Unemployed EEs continue to use job Web sites to post their resumes, despite mounting concerns of growing identity theft resulting from the posting of personal information on these sites. Targeted data often includes Social Security numbers, driver's license numbers, and health and welfare identifiers.
"On some of the Web sites, headhunters are posting jobs that may not exist," says Jay Foley, executive director of the Identity Theft Resource Center. "They're doing this to collect information and put you into their pool of possible candidates for jobs, so that when they find something that matches your skills, they will know where to find you."
Some job sites walk a fine line, says Mary Inman, chief technical officer of EPCglobal, an international recruitment and staffing firm focusing on engineering and construction industries. It's illegal, for example, for recruiters to post a job listing in which they specifically state that they are recruiting for a particular company and a particular job if a company has not approved that position. Headhunters may, however, simply post a requisition stating, "I'm looking for a design engineer."
In May, Internet job board Monster.com acknowledged that it had sent e-mails to its Web site users, warning them that ID thieves post false job advertisements to illegally collect users' personal information. It appeared to be the first time that one of the big job sites directly addressed job hunters about the potential for this type of activity.
"Regrettably," Monster said at the time, "from time to time, false job postings are listed online and used to illegally collect personal information from unsuspecting job seekers." HotJobs followed up the Monster disclosure, which made the Associated Press newswire, with a cover story in its newsletter on false job postings used to collect such information.
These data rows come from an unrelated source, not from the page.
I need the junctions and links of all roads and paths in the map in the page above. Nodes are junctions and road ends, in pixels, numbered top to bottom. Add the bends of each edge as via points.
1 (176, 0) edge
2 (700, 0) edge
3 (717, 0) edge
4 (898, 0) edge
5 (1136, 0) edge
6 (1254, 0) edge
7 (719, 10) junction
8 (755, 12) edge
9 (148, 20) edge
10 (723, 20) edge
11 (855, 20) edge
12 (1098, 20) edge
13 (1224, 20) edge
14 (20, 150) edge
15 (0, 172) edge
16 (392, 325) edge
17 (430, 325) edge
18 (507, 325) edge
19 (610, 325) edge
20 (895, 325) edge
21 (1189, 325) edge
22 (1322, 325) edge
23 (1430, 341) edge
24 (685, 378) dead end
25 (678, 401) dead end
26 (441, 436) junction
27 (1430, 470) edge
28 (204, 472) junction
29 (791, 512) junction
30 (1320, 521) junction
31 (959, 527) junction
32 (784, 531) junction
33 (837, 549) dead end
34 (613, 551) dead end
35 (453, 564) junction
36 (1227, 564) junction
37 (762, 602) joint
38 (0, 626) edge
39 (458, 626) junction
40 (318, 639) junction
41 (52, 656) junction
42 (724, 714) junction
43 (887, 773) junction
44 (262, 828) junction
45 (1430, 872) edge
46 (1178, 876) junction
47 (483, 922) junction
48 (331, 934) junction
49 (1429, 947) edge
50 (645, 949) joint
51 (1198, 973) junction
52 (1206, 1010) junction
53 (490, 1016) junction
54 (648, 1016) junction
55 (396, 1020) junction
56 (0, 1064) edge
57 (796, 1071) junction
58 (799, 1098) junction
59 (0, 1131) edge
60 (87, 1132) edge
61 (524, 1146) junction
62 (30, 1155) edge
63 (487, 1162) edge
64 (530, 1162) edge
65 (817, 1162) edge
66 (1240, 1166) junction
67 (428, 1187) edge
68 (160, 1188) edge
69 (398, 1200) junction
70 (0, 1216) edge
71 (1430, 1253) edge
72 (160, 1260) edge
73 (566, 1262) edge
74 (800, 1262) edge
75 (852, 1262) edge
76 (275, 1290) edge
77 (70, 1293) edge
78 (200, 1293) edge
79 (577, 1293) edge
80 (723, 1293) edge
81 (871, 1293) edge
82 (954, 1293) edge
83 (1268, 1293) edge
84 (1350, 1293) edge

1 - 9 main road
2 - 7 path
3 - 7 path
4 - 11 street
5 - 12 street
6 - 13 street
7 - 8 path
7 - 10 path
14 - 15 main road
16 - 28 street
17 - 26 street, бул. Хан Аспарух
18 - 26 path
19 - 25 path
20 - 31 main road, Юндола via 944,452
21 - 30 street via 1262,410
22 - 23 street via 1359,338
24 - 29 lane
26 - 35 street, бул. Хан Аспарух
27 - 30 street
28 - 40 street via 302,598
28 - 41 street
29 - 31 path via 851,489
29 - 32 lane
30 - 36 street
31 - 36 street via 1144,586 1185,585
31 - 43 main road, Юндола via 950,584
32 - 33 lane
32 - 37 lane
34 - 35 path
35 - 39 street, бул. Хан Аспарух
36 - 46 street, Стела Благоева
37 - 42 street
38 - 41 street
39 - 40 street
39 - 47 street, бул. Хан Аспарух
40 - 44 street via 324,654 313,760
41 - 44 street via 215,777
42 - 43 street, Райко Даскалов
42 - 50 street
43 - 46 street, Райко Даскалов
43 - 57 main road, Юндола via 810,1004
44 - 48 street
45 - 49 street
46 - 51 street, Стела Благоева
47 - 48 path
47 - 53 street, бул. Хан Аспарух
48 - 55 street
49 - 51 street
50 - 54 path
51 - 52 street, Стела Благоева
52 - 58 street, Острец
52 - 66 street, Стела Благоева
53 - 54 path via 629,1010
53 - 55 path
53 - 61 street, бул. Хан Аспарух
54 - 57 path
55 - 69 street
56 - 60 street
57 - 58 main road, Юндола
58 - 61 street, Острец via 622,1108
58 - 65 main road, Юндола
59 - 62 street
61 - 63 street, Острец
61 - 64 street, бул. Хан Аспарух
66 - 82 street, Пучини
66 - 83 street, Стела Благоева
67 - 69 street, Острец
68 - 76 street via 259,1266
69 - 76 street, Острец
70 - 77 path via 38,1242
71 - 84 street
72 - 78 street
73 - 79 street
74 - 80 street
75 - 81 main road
Most online job sites contain links to other Web sites over which they have no control. These other sites may ask for information that isn't actually necessary to find a job. Monster, for one, says that it requests or may request (in addition to names, addresses, and other contact information) credit-card and Social Security numbers. Monster may also ask for information about your computer hardware and software. The job site could share your personal information with anyone it employs to perform such tasks as analyzing data, hosting its Web servers, and processing credit-card payments. However, these companies or individuals may not share this information with any other third party.
CareerBuilder.com says it does not sell the personal information of users who indicate that they want to keep that information private. But it warns in its privacy statement that voluntarily displaying personal data, such as an e-mail address or resume, enables others to collect and use that information.
EPCglobal doesn't let everyone access its Web site (EPCjobs.com) for job seekers and hiring managers. "We control who comes to the Web site," says Brandon Gallagher, technical product manager. "It's necessary to set up your account through our client service teams, and then the technology department sets up the accounts for our clients." To protect its candidates and its database, client companies hire people without EDPglobal being involved.
On the flip side, EPCglobal protects its hiring managers from contact by job candidates. Only the hiring manager's name is made visible with each job opening. To further protect its job candidates, EPCglobal is working on enabling currently employed job seekers to remain anonymous while on their job search.
The IEEE Job Site is designed to automatically match jobs for domestic and international members. "The full features of our site are only available to IEEE members," says Michael J. Buryk, IEEE Media's business development manager for recruitment advertising.
How is business? Buryk says IEEE job site enrollments are actually down this year, from 35 to 50 daily to about 30 to 35 a day. But Inman says that EE registration represents EPCglobal's second most popular discipline, just barely behind mechanical engineering, a trend that started in January.